● **Work order**
If a line of the data below holds the string "Josef", copy it.

(Beginning of Data listing)

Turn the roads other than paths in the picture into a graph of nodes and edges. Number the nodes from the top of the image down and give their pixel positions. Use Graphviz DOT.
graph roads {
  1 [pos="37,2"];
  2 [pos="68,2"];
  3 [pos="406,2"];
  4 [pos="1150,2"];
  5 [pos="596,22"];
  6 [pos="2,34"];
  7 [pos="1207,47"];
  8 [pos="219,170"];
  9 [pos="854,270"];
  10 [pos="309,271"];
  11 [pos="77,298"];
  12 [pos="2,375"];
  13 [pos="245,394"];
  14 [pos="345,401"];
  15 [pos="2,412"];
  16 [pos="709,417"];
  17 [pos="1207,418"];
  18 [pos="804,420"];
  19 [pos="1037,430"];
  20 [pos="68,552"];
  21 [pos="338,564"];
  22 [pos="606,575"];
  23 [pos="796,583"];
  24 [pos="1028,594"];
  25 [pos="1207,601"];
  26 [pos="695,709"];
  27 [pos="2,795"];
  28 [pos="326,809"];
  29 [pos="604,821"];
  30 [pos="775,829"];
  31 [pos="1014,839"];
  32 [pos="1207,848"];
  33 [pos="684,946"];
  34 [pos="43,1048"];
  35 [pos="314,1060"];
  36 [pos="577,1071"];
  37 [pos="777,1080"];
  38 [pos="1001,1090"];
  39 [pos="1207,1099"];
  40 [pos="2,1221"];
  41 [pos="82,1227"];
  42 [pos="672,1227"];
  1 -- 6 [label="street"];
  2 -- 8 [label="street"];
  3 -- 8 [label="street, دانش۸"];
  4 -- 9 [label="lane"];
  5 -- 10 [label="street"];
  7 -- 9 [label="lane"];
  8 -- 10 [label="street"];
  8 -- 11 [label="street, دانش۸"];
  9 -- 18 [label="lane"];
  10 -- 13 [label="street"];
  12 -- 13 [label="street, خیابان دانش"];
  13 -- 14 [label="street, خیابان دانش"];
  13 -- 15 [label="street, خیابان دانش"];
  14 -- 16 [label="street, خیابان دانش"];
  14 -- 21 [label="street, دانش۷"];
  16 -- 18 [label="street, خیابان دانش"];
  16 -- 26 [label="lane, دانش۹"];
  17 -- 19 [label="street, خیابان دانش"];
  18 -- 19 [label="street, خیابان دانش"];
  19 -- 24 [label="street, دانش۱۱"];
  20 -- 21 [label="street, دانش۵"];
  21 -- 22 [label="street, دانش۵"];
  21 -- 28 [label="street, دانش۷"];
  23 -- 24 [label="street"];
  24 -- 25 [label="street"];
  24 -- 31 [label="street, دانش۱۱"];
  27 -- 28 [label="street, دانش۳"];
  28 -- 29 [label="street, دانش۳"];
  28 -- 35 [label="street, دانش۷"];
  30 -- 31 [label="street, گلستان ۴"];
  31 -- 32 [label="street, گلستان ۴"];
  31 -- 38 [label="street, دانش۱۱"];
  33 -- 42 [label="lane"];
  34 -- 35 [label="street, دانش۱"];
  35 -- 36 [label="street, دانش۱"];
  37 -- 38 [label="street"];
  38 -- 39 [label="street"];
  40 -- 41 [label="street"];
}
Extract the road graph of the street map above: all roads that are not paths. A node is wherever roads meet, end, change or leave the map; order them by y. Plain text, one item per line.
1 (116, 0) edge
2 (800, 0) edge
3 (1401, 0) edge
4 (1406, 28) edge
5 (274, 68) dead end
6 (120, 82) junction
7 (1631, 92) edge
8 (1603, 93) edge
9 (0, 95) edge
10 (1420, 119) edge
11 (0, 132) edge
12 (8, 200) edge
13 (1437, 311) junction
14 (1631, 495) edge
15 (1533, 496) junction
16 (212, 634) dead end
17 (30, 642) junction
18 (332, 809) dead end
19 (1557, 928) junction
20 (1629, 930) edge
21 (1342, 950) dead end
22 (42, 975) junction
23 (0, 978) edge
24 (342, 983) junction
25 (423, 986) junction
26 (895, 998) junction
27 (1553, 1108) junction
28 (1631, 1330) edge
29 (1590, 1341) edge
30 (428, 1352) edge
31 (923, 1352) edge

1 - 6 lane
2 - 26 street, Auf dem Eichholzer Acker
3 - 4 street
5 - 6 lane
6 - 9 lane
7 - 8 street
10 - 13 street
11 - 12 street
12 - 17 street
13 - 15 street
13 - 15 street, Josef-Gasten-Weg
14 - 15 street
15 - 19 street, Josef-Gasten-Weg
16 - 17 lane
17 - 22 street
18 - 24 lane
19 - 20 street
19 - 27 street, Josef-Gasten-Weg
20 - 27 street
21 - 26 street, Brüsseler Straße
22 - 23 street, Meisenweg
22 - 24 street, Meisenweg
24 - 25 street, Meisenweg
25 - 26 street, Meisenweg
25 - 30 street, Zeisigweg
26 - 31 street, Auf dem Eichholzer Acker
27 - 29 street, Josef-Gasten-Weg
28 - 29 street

(End of Data listing)

● **Written response**
13 - 15 street, Josef-Gasten-Weg
15 - 19 street, Josef-Gasten-Weg
19 - 27 street, Josef-Gasten-Weg
27 - 29 street, Josef-Gasten-Weg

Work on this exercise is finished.